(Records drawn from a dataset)

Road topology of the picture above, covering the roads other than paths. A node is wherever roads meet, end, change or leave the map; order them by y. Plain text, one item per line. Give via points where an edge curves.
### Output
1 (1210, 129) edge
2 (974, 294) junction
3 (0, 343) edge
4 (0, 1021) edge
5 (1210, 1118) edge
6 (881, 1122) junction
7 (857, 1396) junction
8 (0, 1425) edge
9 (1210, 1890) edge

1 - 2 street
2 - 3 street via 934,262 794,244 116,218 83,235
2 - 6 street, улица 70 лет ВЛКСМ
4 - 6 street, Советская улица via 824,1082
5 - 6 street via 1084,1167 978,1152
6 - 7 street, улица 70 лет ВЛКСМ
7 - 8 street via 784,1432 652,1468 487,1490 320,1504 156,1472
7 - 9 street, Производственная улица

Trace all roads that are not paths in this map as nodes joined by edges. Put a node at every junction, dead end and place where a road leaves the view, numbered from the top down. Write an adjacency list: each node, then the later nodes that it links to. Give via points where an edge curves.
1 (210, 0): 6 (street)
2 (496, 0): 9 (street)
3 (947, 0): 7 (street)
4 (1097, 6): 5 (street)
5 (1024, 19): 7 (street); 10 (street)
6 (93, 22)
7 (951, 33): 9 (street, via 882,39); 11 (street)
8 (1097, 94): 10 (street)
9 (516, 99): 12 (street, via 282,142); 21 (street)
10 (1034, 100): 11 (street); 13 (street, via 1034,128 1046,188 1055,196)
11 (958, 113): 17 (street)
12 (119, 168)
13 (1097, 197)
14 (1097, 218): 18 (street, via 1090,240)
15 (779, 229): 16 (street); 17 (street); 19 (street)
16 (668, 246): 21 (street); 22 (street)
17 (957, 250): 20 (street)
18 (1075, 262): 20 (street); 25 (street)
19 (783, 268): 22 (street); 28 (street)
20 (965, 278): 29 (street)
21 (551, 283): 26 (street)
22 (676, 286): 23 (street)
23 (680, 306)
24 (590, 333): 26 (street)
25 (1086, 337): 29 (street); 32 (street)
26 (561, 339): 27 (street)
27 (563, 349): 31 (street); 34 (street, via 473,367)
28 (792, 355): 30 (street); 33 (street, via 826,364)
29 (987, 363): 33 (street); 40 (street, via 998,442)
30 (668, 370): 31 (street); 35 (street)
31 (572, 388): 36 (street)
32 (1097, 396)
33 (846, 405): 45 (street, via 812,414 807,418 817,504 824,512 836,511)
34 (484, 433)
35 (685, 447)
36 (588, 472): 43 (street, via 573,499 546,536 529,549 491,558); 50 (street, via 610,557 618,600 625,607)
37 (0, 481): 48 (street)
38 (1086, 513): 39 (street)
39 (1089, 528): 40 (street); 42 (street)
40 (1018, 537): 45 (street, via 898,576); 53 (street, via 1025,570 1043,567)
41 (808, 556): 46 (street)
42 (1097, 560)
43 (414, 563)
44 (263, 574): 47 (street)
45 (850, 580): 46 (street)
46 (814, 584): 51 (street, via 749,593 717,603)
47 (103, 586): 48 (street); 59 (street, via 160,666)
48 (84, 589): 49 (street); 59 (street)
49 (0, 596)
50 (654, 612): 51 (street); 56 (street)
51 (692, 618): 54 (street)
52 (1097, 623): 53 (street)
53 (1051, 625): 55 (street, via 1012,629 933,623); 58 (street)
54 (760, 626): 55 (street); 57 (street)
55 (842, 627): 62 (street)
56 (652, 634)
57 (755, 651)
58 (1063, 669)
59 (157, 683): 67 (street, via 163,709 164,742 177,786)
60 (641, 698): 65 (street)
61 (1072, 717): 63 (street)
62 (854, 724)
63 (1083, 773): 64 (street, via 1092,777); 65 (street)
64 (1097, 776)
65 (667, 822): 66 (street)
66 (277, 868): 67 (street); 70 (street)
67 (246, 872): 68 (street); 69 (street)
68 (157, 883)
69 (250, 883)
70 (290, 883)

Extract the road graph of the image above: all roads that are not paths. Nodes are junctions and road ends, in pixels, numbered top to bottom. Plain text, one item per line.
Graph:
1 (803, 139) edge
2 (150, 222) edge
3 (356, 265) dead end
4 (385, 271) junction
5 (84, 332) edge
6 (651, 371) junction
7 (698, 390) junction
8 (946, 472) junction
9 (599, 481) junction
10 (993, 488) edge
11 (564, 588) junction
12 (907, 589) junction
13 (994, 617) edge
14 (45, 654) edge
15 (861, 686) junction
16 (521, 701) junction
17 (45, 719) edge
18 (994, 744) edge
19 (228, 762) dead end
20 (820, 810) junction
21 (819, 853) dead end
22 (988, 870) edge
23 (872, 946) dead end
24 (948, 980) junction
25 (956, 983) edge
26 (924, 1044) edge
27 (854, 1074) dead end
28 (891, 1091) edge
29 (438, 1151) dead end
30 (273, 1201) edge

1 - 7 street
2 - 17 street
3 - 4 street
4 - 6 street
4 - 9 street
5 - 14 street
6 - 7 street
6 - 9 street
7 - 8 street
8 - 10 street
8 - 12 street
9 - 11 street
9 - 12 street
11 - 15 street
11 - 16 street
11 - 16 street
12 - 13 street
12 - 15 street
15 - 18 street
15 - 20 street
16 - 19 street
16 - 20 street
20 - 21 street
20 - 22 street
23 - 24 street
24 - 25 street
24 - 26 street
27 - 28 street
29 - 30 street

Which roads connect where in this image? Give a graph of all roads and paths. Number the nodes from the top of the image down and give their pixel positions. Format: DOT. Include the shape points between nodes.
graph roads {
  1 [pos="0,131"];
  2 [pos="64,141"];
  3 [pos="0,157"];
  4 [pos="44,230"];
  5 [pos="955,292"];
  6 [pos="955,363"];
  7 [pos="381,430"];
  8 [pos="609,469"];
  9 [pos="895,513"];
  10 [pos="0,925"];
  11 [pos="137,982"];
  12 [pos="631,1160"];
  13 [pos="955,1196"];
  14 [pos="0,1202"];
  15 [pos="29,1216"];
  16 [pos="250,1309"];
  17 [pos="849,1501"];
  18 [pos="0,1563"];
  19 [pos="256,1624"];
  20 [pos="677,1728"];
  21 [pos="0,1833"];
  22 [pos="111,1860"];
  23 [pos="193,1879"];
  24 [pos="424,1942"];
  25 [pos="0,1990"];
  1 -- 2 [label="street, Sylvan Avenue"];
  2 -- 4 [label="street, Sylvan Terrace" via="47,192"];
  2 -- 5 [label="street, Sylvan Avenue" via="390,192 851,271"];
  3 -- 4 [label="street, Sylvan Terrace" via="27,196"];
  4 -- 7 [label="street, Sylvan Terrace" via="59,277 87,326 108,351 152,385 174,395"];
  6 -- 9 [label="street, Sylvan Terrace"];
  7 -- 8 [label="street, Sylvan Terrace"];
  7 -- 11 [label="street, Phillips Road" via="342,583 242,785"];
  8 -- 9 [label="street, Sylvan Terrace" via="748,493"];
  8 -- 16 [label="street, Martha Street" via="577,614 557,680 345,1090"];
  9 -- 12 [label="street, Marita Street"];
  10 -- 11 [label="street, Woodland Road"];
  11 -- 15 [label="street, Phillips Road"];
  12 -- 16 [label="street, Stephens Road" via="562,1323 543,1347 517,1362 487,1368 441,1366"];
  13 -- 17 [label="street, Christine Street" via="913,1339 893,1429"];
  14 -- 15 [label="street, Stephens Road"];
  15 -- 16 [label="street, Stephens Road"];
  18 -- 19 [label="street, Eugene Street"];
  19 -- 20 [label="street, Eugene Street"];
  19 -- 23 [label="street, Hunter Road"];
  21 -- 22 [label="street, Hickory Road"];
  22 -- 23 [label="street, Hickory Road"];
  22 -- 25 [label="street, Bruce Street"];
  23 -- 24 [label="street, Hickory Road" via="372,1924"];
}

● WHAT YOU WILL DO: Please repeat every record above word for word.

● RESULT OF THE TASK:
Road topology of the picture above, covering the roads other than paths. A node is wherever roads meet, end, change or leave the map; order them by y. Plain text, one item per line. Give via points where an edge curves.
### Output
1 (1210, 129) edge
2 (974, 294) junction
3 (0, 343) edge
4 (0, 1021) edge
5 (1210, 1118) edge
6 (881, 1122) junction
7 (857, 1396) junction
8 (0, 1425) edge
9 (1210, 1890) edge

1 - 2 street
2 - 3 street via 934,262 794,244 116,218 83,235
2 - 6 street, улица 70 лет ВЛКСМ
4 - 6 street, Советская улица via 824,1082
5 - 6 street via 1084,1167 978,1152
6 - 7 street, улица 70 лет ВЛКСМ
7 - 8 street via 784,1432 652,1468 487,1490 320,1504 156,1472
7 - 9 street, Производственная улица

Trace all roads that are not paths in this map as nodes joined by edges. Put a node at every junction, dead end and place where a road leaves the view, numbered from the top down. Write an adjacency list: each node, then the later nodes that it links to. Give via points where an edge curves.
1 (210, 0): 6 (street)
2 (496, 0): 9 (street)
3 (947, 0): 7 (street)
4 (1097, 6): 5 (street)
5 (1024, 19): 7 (street); 10 (street)
6 (93, 22)
7 (951, 33): 9 (street, via 882,39); 11 (street)
8 (1097, 94): 10 (street)
9 (516, 99): 12 (street, via 282,142); 21 (street)
10 (1034, 100): 11 (street); 13 (street, via 1034,128 1046,188 1055,196)
11 (958, 113): 17 (street)
12 (119, 168)
13 (1097, 197)
14 (1097, 218): 18 (street, via 1090,240)
15 (779, 229): 16 (street); 17 (street); 19 (street)
16 (668, 246): 21 (street); 22 (street)
17 (957, 250): 20 (street)
18 (1075, 262): 20 (street); 25 (street)
19 (783, 268): 22 (street); 28 (street)
20 (965, 278): 29 (street)
21 (551, 283): 26 (street)
22 (676, 286): 23 (street)
23 (680, 306)
24 (590, 333): 26 (street)
25 (1086, 337): 29 (street); 32 (street)
26 (561, 339): 27 (street)
27 (563, 349): 31 (street); 34 (street, via 473,367)
28 (792, 355): 30 (street); 33 (street, via 826,364)
29 (987, 363): 33 (street); 40 (street, via 998,442)
30 (668, 370): 31 (street); 35 (street)
31 (572, 388): 36 (street)
32 (1097, 396)
33 (846, 405): 45 (street, via 812,414 807,418 817,504 824,512 836,511)
34 (484, 433)
35 (685, 447)
36 (588, 472): 43 (street, via 573,499 546,536 529,549 491,558); 50 (street, via 610,557 618,600 625,607)
37 (0, 481): 48 (street)
38 (1086, 513): 39 (street)
39 (1089, 528): 40 (street); 42 (street)
40 (1018, 537): 45 (street, via 898,576); 53 (street, via 1025,570 1043,567)
41 (808, 556): 46 (street)
42 (1097, 560)
43 (414, 563)
44 (263, 574): 47 (street)
45 (850, 580): 46 (street)
46 (814, 584): 51 (street, via 749,593 717,603)
47 (103, 586): 48 (street); 59 (street, via 160,666)
48 (84, 589): 49 (street); 59 (street)
49 (0, 596)
50 (654, 612): 51 (street); 56 (street)
51 (692, 618): 54 (street)
52 (1097, 623): 53 (street)
53 (1051, 625): 55 (street, via 1012,629 933,623); 58 (street)
54 (760, 626): 55 (street); 57 (street)
55 (842, 627): 62 (street)
56 (652, 634)
57 (755, 651)
58 (1063, 669)
59 (157, 683): 67 (street, via 163,709 164,742 177,786)
60 (641, 698): 65 (street)
61 (1072, 717): 63 (street)
62 (854, 724)
63 (1083, 773): 64 (street, via 1092,777); 65 (street)
64 (1097, 776)
65 (667, 822): 66 (street)
66 (277, 868): 67 (street); 70 (street)
67 (246, 872): 68 (street); 69 (street)
68 (157, 883)
69 (250, 883)
70 (290, 883)

Extract the road graph of the image above: all roads that are not paths. Nodes are junctions and road ends, in pixels, numbered top to bottom. Plain text, one item per line.
Graph:
1 (803, 139) edge
2 (150, 222) edge
3 (356, 265) dead end
4 (385, 271) junction
5 (84, 332) edge
6 (651, 371) junction
7 (698, 390) junction
8 (946, 472) junction
9 (599, 481) junction
10 (993, 488) edge
11 (564, 588) junction
12 (907, 589) junction
13 (994, 617) edge
14 (45, 654) edge
15 (861, 686) junction
16 (521, 701) junction
17 (45, 719) edge
18 (994, 744) edge
19 (228, 762) dead end
20 (820, 810) junction
21 (819, 853) dead end
22 (988, 870) edge
23 (872, 946) dead end
24 (948, 980) junction
25 (956, 983) edge
26 (924, 1044) edge
27 (854, 1074) dead end
28 (891, 1091) edge
29 (438, 1151) dead end
30 (273, 1201) edge

1 - 7 street
2 - 17 street
3 - 4 street
4 - 6 street
4 - 9 street
5 - 14 street
6 - 7 street
6 - 9 street
7 - 8 street
8 - 10 street
8 - 12 street
9 - 11 street
9 - 12 street
11 - 15 street
11 - 16 street
11 - 16 street
12 - 13 street
12 - 15 street
15 - 18 street
15 - 20 street
16 - 19 street
16 - 20 street
20 - 21 street
20 - 22 street
23 - 24 street
24 - 25 street
24 - 26 street
27 - 28 street
29 - 30 street

Which roads connect where in this image? Give a graph of all roads and paths. Number the nodes from the top of the image down and give their pixel positions. Format: DOT. Include the shape points between nodes.
graph roads {
  1 [pos="0,131"];
  2 [pos="64,141"];
  3 [pos="0,157"];
  4 [pos="44,230"];
  5 [pos="955,292"];
  6 [pos="955,363"];
  7 [pos="381,430"];
  8 [pos="609,469"];
  9 [pos="895,513"];
  10 [pos="0,925"];
  11 [pos="137,982"];
  12 [pos="631,1160"];
  13 [pos="955,1196"];
  14 [pos="0,1202"];
  15 [pos="29,1216"];
  16 [pos="250,1309"];
  17 [pos="849,1501"];
  18 [pos="0,1563"];
  19 [pos="256,1624"];
  20 [pos="677,1728"];
  21 [pos="0,1833"];
  22 [pos="111,1860"];
  23 [pos="193,1879"];
  24 [pos="424,1942"];
  25 [pos="0,1990"];
  1 -- 2 [label="street, Sylvan Avenue"];
  2 -- 4 [label="street, Sylvan Terrace" via="47,192"];
  2 -- 5 [label="street, Sylvan Avenue" via="390,192 851,271"];
  3 -- 4 [label="street, Sylvan Terrace" via="27,196"];
  4 -- 7 [label="street, Sylvan Terrace" via="59,277 87,326 108,351 152,385 174,395"];
  6 -- 9 [label="street, Sylvan Terrace"];
  7 -- 8 [label="street, Sylvan Terrace"];
  7 -- 11 [label="street, Phillips Road" via="342,583 242,785"];
  8 -- 9 [label="street, Sylvan Terrace" via="748,493"];
  8 -- 16 [label="street, Martha Street" via="577,614 557,680 345,1090"];
  9 -- 12 [label="street, Marita Street"];
  10 -- 11 [label="street, Woodland Road"];
  11 -- 15 [label="street, Phillips Road"];
  12 -- 16 [label="street, Stephens Road" via="562,1323 543,1347 517,1362 487,1368 441,1366"];
  13 -- 17 [label="street, Christine Street" via="913,1339 893,1429"];
  14 -- 15 [label="street, Stephens Road"];
  15 -- 16 [label="street, Stephens Road"];
  18 -- 19 [label="street, Eugene Street"];
  19 -- 20 [label="street, Eugene Street"];
  19 -- 23 [label="street, Hunter Road"];
  21 -- 22 [label="street, Hickory Road"];
  22 -- 23 [label="street, Hickory Road"];
  22 -- 25 [label="street, Bruce Street"];
  23 -- 24 [label="street, Hickory Road" via="372,1924"];
}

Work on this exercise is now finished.